● **Aim of the exercise**
Please filter the entries for the word "Avenue" and copy every line that has it.

● **Given information**
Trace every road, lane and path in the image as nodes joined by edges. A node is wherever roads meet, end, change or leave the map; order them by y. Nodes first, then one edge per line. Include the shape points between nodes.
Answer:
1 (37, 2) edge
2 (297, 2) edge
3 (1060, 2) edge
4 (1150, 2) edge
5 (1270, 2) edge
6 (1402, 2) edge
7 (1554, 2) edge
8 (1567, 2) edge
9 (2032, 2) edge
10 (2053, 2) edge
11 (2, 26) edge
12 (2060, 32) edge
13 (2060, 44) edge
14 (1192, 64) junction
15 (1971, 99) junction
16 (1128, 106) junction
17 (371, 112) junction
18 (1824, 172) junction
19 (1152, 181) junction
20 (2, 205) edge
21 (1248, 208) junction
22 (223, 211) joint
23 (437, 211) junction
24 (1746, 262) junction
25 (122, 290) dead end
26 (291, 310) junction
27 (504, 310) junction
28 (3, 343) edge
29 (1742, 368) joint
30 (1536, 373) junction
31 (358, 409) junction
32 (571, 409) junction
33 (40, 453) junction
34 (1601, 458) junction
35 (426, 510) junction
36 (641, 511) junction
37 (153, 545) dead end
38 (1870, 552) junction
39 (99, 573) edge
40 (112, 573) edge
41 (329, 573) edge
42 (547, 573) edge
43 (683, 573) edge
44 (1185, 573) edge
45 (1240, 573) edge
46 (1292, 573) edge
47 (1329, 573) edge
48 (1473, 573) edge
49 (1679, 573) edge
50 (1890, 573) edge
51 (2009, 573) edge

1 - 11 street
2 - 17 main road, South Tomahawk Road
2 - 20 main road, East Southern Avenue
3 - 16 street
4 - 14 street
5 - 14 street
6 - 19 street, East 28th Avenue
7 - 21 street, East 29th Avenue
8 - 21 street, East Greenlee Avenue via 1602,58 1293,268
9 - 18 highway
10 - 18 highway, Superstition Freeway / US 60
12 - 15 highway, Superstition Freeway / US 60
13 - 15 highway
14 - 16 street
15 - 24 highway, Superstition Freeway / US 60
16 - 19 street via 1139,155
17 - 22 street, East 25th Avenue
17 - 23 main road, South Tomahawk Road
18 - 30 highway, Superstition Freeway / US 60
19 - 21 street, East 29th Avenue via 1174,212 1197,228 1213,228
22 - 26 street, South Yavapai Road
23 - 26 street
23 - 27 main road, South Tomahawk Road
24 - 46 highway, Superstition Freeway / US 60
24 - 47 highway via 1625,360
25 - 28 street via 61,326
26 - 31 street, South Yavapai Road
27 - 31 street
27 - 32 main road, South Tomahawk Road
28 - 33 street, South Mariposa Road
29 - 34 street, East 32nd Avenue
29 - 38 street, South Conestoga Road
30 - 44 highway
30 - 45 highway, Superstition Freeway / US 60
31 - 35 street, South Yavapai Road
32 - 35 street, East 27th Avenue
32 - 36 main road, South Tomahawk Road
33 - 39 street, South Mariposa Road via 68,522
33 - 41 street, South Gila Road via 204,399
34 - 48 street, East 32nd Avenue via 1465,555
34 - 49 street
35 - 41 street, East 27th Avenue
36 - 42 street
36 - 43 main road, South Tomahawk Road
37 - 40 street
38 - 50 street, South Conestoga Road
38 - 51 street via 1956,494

● **Expected answer**
2 - 20 main road, East Southern Avenue
6 - 19 street, East 28th Avenue
7 - 21 street, East 29th Avenue
8 - 21 street, East Greenlee Avenue via 1602,58 1293,268
17 - 22 street, East 25th Avenue
19 - 21 street, East 29th Avenue via 1174,212 1197,228 1213,228
29 - 34 street, East 32nd Avenue
32 - 35 street, East 27th Avenue
34 - 48 street, East 32nd Avenue via 1465,555
35 - 41 street, East 27th Avenue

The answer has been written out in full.